**Supplied data**
##########
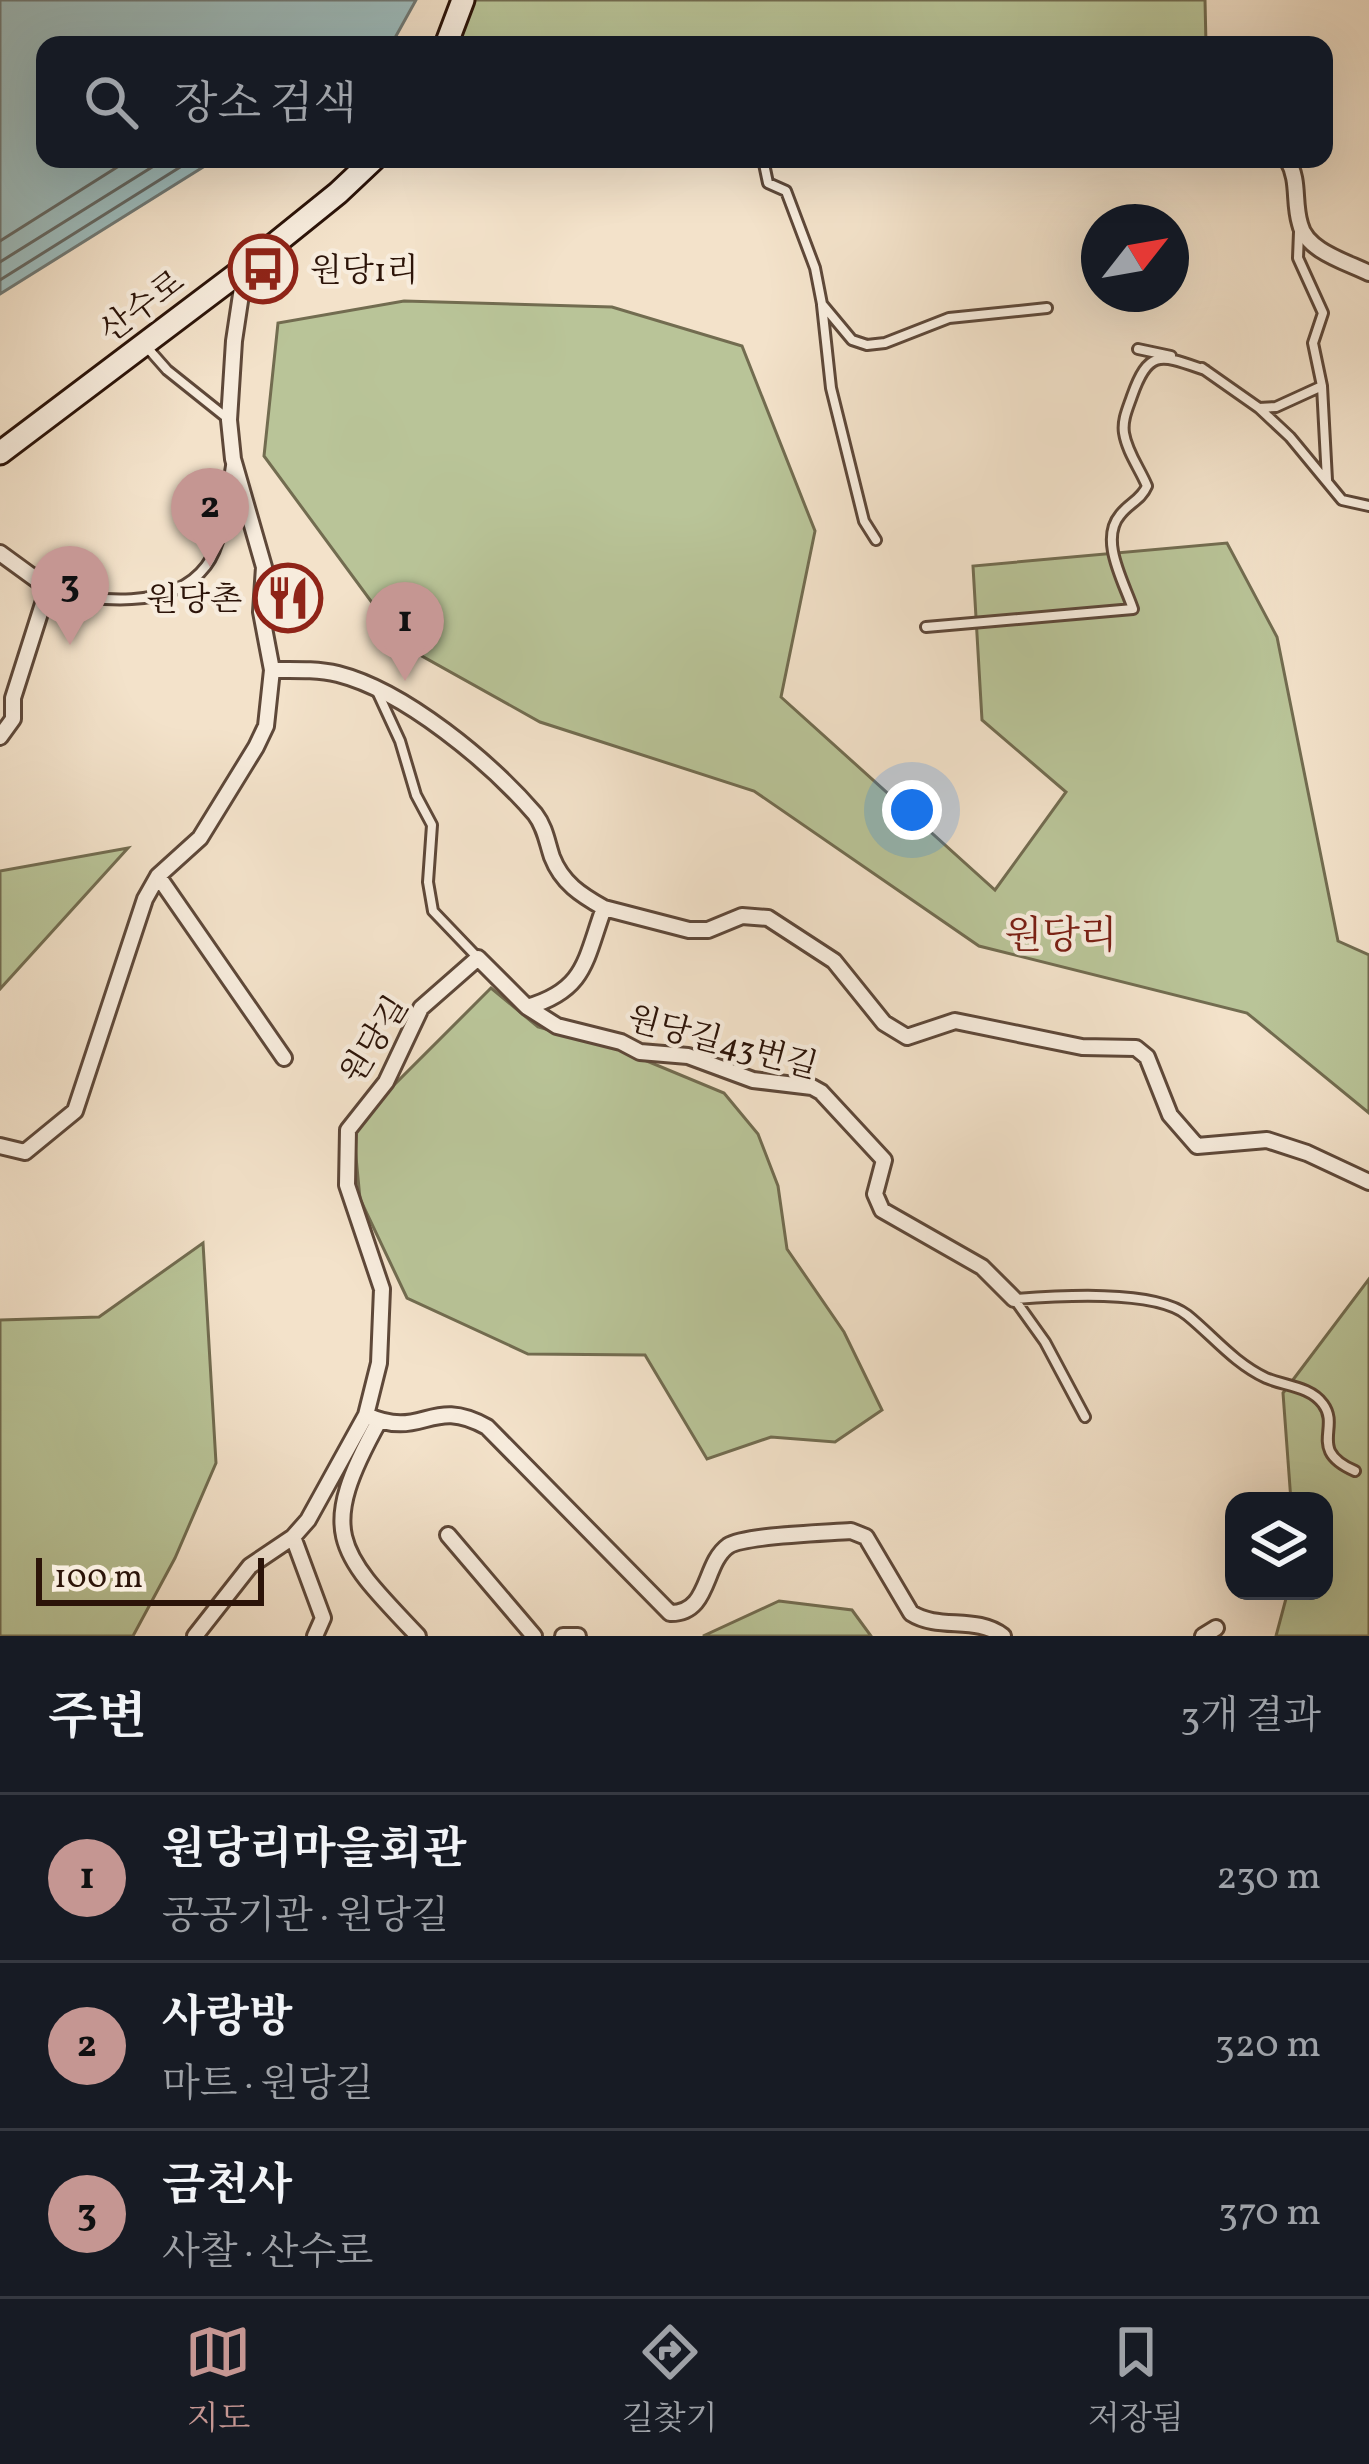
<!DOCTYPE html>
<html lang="ko">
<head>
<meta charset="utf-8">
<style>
	body { margin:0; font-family:Vollkorn,"Noto Serif KR",serif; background:#20242c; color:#f1f3f6 }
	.controls { position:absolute; right:36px; bottom:36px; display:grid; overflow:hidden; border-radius:24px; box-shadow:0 12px 48px #0002 }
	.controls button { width:108px; height:108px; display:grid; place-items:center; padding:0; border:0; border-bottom:3px solid #363941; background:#171b24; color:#f1f3f6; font:60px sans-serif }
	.compass { position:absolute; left:1081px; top:204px; width:108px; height:108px; border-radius:50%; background:#171b24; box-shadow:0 12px 48px #0002; rotate:59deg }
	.scale { position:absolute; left:36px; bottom:30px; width:228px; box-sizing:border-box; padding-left:12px; border:6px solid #2c1409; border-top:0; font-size:33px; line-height:42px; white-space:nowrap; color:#2c1409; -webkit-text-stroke:9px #f7ecdd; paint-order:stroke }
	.you { position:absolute; left:912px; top:810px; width:42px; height:42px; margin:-30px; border:9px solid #fff; border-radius:50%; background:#1a73e8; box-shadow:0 0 0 18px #1a73e833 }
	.badge { display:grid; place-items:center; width:78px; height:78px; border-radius:50%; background:#c59692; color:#111; font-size:39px; font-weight:700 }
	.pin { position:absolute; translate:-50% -99px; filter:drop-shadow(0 3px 6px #0008) }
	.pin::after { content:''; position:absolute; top:63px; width:42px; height:36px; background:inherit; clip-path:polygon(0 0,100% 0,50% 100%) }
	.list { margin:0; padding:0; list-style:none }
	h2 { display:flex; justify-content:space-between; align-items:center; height:156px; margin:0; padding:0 48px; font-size:51px }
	h2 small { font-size:39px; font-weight:400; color:#9ea1a6 }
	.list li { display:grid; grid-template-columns:78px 1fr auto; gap:36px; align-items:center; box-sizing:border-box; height:168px; padding:0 48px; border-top:3px solid #363941 }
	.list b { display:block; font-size:45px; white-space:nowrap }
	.list p { margin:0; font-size:39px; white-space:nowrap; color:#9ea1a6 }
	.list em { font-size:39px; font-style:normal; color:#9ea1a6 }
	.icon { flex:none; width:66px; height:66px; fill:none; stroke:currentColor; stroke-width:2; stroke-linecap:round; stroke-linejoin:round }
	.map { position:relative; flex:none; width:1369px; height:1636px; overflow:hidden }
	.search { position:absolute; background:#171b24; box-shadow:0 12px 48px #0002; left:36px; right:36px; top:36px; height:132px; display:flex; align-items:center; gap:30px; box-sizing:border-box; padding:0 42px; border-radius:24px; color:#9ea1a6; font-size:45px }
	.sheet { height:660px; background:#171b24 }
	nav { display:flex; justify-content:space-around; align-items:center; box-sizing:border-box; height:168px; border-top:3px solid #363941; background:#171b24; font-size:33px; color:#9ea1a6 }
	nav a { display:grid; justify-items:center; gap:6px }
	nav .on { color:#c59692 }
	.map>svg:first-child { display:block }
	.green { fill:#b9c498; stroke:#726c50; stroke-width:3 }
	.water { fill:#9dbcbd; stroke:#707975; stroke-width:3 }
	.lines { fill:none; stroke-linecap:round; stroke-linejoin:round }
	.shore { stroke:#646863; stroke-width:3 }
	.service-casing { stroke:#5e4839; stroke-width:14 }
	.minor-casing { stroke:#5e4839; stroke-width:20 }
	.secondary-casing { stroke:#2c1409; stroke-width:27 }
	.service { stroke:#f7ecdd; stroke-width:8 }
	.minor { stroke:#f7ecdd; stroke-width:14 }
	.secondary { stroke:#f7ecdd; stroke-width:21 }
	.labels { text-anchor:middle; stroke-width:9; stroke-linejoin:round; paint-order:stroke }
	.poi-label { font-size:33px; fill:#2c1409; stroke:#f7ecdd; text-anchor:start }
	.street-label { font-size:33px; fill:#2c1409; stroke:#f7ecdd }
	.quarter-label { font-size:39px; fill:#7a1f14; stroke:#f7ecdd }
</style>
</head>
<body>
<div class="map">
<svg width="1369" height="1636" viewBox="0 0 1369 1636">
	<rect width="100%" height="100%" fill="#f3e2ca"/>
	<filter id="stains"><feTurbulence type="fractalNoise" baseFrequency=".00167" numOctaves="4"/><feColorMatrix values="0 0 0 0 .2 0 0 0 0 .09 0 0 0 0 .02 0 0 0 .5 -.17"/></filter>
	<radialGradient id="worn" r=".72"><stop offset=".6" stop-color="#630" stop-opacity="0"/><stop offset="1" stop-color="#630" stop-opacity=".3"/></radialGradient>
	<path class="green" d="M472,0h733l1,45h-751z
		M404,301l208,6 130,39 73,185 -34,166 214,193 71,-98 -84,-72 -9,-154 254,-23 50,94 61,304 31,14v158l-122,-100 -268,-67 -225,-155 -214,-69 -136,-76 -140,-190 14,-133z
		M128,848l-128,141v-118z
		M491,988l47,39 80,22 106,44 34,41 20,52 9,63 57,83 38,78 -47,32 -64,-5 -64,22 -62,-104 -117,-1 -121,-56 -47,-99 -6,-63 11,-22z
		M203,1243l13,220 -41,95 -42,78h-133v-316l99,-3z
		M1369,1279v357h-93l12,-45h36v-90h-33l-8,-108z
		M779,1601l73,9 19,26h-168z"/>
	<path class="water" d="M0,0h416l-25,45h-346v114h171l-216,135z"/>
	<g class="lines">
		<path class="shore" d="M0,241l130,-82
			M0,262l165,-103
			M0,280l193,-121"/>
		<defs>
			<path id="service" d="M763,159l5,24 18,8 29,77 7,36 30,36 15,5 18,-2 64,-25 98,-10
				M1299,232l-1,26 25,55 -10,30 9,43 -46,21 -17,1 31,29 52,63 27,6
				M822,305l9,83 33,133 12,19
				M145,345l22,25 60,48
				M1138,349l33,7
				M1202,368l57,40
				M1322,386l5,94
				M48,588c46,14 124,23 158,-22 19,-25 20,-70 25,-100
				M926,627l207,-18c-9,-27 -34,-69 -13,-94 9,-12 21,-15 27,-29 -7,-17 -20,-34 -23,-53 -2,-13 4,-25 8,-37 17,-48 29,-41 73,-26
				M376,689l24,52 16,54 16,30 -4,57 5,29 45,47
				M1015,1299c41,-3 139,-10 172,16 26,21 47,48 79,63 18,8 44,8 57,26 18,24 -16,46 32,67
				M1015,1300l30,42 40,75"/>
			<path id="minor" d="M1287,159c13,22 6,42 13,65 6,27 47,38 69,49
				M0,553l48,35 -35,110v21l-13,18
				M158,876l126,182
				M604,908l85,22h19l34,-14 26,2 66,43 50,62 23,14 48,-16 127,26 54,1 11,9 23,58 27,31 70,-6 40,13 62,29
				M527,1007l30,19 64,16 19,10 48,4 65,24 59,7 9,5 63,68 -9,34 7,16 100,57 32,32
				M0,1146l25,6 50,-41 70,-212 13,-23 42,-38 56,-91 10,-21 6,-56
				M366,1415c58,26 64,-20 121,12l183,186c40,1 33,-49 58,-67 17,-11 98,-13 123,-15l15,6 45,76c28,18 65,2 92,23
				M379,1421c-62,112 -43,129 39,215
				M448,1535l86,101
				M293,1537l30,81 -8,18
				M195,1636l55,-70 43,-29 15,-17 58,-105 13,-52 3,-74 -35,-104 1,-55 38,-48 35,-74 57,-50 49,49c59,-17 58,-47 77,-99 -23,-13 -42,-25 -52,-51 -5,-15 -7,-30 -17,-43 -45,-52 -130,-123 -197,-140 -21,-5 -44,-4 -66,-4l-11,-58 3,-45 -31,-108 -4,-39 5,-79 11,-73
				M563,1636h15
				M1203,1636l13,-8"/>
			<path id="secondary" d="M446,45l17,-45
				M0,453l245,-185 93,-75 36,-34"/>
		</defs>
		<use href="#service" class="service-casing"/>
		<use href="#minor" class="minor-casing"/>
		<use href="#secondary" class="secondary-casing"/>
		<use href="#service" class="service"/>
		<use href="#minor" class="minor"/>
		<use href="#secondary" class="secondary"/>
	</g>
	<defs>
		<symbol id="bus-ring" viewBox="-11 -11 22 22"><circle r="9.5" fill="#f7ecdd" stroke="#8f2418" stroke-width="1.5"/><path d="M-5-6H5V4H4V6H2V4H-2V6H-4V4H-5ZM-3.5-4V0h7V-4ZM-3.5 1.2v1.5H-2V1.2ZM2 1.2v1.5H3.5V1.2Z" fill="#8f2418"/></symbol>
		<symbol id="restaurant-ring" viewBox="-11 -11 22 22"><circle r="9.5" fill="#f7ecdd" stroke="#8f2418" stroke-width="1.5"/><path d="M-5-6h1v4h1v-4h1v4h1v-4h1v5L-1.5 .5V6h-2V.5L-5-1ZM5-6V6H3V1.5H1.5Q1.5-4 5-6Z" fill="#8f2418"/></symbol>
	</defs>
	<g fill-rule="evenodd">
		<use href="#bus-ring" x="225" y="231" width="76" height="76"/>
		<use href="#restaurant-ring" x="250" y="560" width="76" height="76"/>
	</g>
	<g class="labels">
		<g class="poi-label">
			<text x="310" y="281">원당1리</text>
			<text x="242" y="610" text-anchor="end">원당촌</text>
		</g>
		<g class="street-label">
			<text transform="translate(141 305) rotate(-37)" y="12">산수로</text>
			<text transform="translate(373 1039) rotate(-58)" y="12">원당길</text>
			<text transform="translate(723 1041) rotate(15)" y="12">원당길43번길</text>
		</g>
		<g class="quarter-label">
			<text x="1061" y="948">원당리</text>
		</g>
	</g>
	<rect width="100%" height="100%" filter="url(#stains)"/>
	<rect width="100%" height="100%" fill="url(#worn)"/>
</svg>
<div class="controls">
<button><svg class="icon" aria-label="layers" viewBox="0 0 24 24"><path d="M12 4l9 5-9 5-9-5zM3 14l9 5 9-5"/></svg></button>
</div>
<svg class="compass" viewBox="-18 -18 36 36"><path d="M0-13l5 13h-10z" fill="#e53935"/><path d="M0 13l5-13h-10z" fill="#9ea1a6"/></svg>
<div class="scale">100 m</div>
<div class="you"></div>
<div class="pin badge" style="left:405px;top:681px">1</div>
<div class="pin badge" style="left:210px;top:567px">2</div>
<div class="pin badge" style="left:70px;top:645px">3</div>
<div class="search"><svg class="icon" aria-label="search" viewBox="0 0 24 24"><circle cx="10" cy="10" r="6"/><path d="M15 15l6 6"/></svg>장소 검색</div>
</div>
<section class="sheet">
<h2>주변<small>3개 결과</small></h2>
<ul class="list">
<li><span class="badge">1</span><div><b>원당리마을회관</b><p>공공기관 · 원당길</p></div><em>230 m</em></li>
<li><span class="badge">2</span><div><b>사랑방</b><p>마트 · 원당길</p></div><em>320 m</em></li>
<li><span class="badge">3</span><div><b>금천사</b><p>사찰 · 산수로</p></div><em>370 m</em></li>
</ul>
</section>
<nav>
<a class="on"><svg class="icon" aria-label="map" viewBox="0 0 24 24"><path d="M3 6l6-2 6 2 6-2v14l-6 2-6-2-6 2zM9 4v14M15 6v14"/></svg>지도</a>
<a><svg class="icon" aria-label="directions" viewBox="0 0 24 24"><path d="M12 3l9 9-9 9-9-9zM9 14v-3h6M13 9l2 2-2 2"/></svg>길찾기</a>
<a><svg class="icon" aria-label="saved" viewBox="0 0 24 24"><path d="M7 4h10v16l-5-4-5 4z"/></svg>저장됨</a>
</nav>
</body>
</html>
##########
Only the lines above starting at the line that holds "display:grid; grid-template-columns:78px 1fr" and ending at the line that holds "font-size:39px; font-style:normal; color:#9ea1a6" are to be repeated, exactly and in full.

**Response**
	.list li { display:grid; grid-template-columns:78px 1fr auto; gap:36px; align-items:center; box-sizing:border-box; height:168px; padding:0 48px; border-top:3px solid #363941 }
	.list b { display:block; font-size:45px; white-space:nowrap }
	.list p { margin:0; font-size:39px; white-space:nowrap; color:#9ea1a6 }
	.list em { font-size:39px; font-style:normal; color:#9ea1a6 }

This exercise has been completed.